◆ WORK ORDER
Set each line of the records down again exactly, please.

◆ RECORDED INFORMATION
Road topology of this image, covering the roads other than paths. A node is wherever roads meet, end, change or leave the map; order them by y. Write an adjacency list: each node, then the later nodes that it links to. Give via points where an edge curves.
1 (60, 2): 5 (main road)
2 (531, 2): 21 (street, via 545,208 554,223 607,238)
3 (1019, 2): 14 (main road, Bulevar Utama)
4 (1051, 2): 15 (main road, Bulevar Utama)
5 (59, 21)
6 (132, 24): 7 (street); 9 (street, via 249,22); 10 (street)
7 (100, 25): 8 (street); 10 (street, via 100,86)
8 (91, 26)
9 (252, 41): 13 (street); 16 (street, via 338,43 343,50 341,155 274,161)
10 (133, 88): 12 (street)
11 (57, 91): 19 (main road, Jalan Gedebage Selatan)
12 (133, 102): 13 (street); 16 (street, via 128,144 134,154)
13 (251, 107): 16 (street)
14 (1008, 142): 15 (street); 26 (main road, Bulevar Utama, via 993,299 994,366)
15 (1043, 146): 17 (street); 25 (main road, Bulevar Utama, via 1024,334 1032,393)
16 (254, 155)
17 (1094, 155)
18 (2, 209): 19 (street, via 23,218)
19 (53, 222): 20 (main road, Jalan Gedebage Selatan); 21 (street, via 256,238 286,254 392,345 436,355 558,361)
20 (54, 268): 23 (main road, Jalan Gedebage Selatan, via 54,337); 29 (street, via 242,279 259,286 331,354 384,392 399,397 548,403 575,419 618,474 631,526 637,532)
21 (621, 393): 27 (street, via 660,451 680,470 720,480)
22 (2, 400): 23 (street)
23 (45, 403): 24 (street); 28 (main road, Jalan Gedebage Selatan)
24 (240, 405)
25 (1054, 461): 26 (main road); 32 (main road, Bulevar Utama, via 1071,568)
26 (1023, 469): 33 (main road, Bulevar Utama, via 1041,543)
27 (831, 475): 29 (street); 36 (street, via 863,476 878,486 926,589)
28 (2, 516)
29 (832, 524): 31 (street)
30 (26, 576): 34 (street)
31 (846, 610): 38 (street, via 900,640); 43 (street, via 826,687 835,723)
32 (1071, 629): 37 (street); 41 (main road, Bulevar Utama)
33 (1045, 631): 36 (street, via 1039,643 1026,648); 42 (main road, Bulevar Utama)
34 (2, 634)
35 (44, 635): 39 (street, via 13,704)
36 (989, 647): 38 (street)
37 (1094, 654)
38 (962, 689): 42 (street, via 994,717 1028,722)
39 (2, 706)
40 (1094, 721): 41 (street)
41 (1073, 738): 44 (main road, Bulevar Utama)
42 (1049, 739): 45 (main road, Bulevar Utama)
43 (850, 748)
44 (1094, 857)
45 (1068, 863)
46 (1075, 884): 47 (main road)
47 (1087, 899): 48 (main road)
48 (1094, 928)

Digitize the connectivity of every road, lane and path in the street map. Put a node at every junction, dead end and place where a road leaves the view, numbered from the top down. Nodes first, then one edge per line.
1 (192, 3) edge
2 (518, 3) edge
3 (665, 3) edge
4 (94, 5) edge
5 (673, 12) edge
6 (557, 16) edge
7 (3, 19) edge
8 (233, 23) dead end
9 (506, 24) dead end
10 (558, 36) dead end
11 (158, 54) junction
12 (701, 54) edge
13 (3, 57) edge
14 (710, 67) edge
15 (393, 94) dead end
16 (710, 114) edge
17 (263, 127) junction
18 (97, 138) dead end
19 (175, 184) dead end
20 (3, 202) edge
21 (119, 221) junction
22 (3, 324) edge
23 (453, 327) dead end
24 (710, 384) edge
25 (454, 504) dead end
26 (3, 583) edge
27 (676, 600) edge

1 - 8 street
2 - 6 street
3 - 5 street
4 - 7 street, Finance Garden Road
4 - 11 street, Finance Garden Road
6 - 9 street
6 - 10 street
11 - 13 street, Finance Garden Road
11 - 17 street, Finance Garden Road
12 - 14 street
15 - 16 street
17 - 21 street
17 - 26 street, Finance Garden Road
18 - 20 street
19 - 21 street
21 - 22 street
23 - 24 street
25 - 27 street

◆ RESULT FOR THIS TASK
Road topology of this image, covering the roads other than paths. A node is wherever roads meet, end, change or leave the map; order them by y. Write an adjacency list: each node, then the later nodes that it links to. Give via points where an edge curves.
1 (60, 2): 5 (main road)
2 (531, 2): 21 (street, via 545,208 554,223 607,238)
3 (1019, 2): 14 (main road, Bulevar Utama)
4 (1051, 2): 15 (main road, Bulevar Utama)
5 (59, 21)
6 (132, 24): 7 (street); 9 (street, via 249,22); 10 (street)
7 (100, 25): 8 (street); 10 (street, via 100,86)
8 (91, 26)
9 (252, 41): 13 (street); 16 (street, via 338,43 343,50 341,155 274,161)
10 (133, 88): 12 (street)
11 (57, 91): 19 (main road, Jalan Gedebage Selatan)
12 (133, 102): 13 (street); 16 (street, via 128,144 134,154)
13 (251, 107): 16 (street)
14 (1008, 142): 15 (street); 26 (main road, Bulevar Utama, via 993,299 994,366)
15 (1043, 146): 17 (street); 25 (main road, Bulevar Utama, via 1024,334 1032,393)
16 (254, 155)
17 (1094, 155)
18 (2, 209): 19 (street, via 23,218)
19 (53, 222): 20 (main road, Jalan Gedebage Selatan); 21 (street, via 256,238 286,254 392,345 436,355 558,361)
20 (54, 268): 23 (main road, Jalan Gedebage Selatan, via 54,337); 29 (street, via 242,279 259,286 331,354 384,392 399,397 548,403 575,419 618,474 631,526 637,532)
21 (621, 393): 27 (street, via 660,451 680,470 720,480)
22 (2, 400): 23 (street)
23 (45, 403): 24 (street); 28 (main road, Jalan Gedebage Selatan)
24 (240, 405)
25 (1054, 461): 26 (main road); 32 (main road, Bulevar Utama, via 1071,568)
26 (1023, 469): 33 (main road, Bulevar Utama, via 1041,543)
27 (831, 475): 29 (street); 36 (street, via 863,476 878,486 926,589)
28 (2, 516)
29 (832, 524): 31 (street)
30 (26, 576): 34 (street)
31 (846, 610): 38 (street, via 900,640); 43 (street, via 826,687 835,723)
32 (1071, 629): 37 (street); 41 (main road, Bulevar Utama)
33 (1045, 631): 36 (street, via 1039,643 1026,648); 42 (main road, Bulevar Utama)
34 (2, 634)
35 (44, 635): 39 (street, via 13,704)
36 (989, 647): 38 (street)
37 (1094, 654)
38 (962, 689): 42 (street, via 994,717 1028,722)
39 (2, 706)
40 (1094, 721): 41 (street)
41 (1073, 738): 44 (main road, Bulevar Utama)
42 (1049, 739): 45 (main road, Bulevar Utama)
43 (850, 748)
44 (1094, 857)
45 (1068, 863)
46 (1075, 884): 47 (main road)
47 (1087, 899): 48 (main road)
48 (1094, 928)

Digitize the connectivity of every road, lane and path in the street map. Put a node at every junction, dead end and place where a road leaves the view, numbered from the top down. Nodes first, then one edge per line.
1 (192, 3) edge
2 (518, 3) edge
3 (665, 3) edge
4 (94, 5) edge
5 (673, 12) edge
6 (557, 16) edge
7 (3, 19) edge
8 (233, 23) dead end
9 (506, 24) dead end
10 (558, 36) dead end
11 (158, 54) junction
12 (701, 54) edge
13 (3, 57) edge
14 (710, 67) edge
15 (393, 94) dead end
16 (710, 114) edge
17 (263, 127) junction
18 (97, 138) dead end
19 (175, 184) dead end
20 (3, 202) edge
21 (119, 221) junction
22 (3, 324) edge
23 (453, 327) dead end
24 (710, 384) edge
25 (454, 504) dead end
26 (3, 583) edge
27 (676, 600) edge

1 - 8 street
2 - 6 street
3 - 5 street
4 - 7 street, Finance Garden Road
4 - 11 street, Finance Garden Road
6 - 9 street
6 - 10 street
11 - 13 street, Finance Garden Road
11 - 17 street, Finance Garden Road
12 - 14 street
15 - 16 street
17 - 21 street
17 - 26 street, Finance Garden Road
18 - 20 street
19 - 21 street
21 - 22 street
23 - 24 street
25 - 27 street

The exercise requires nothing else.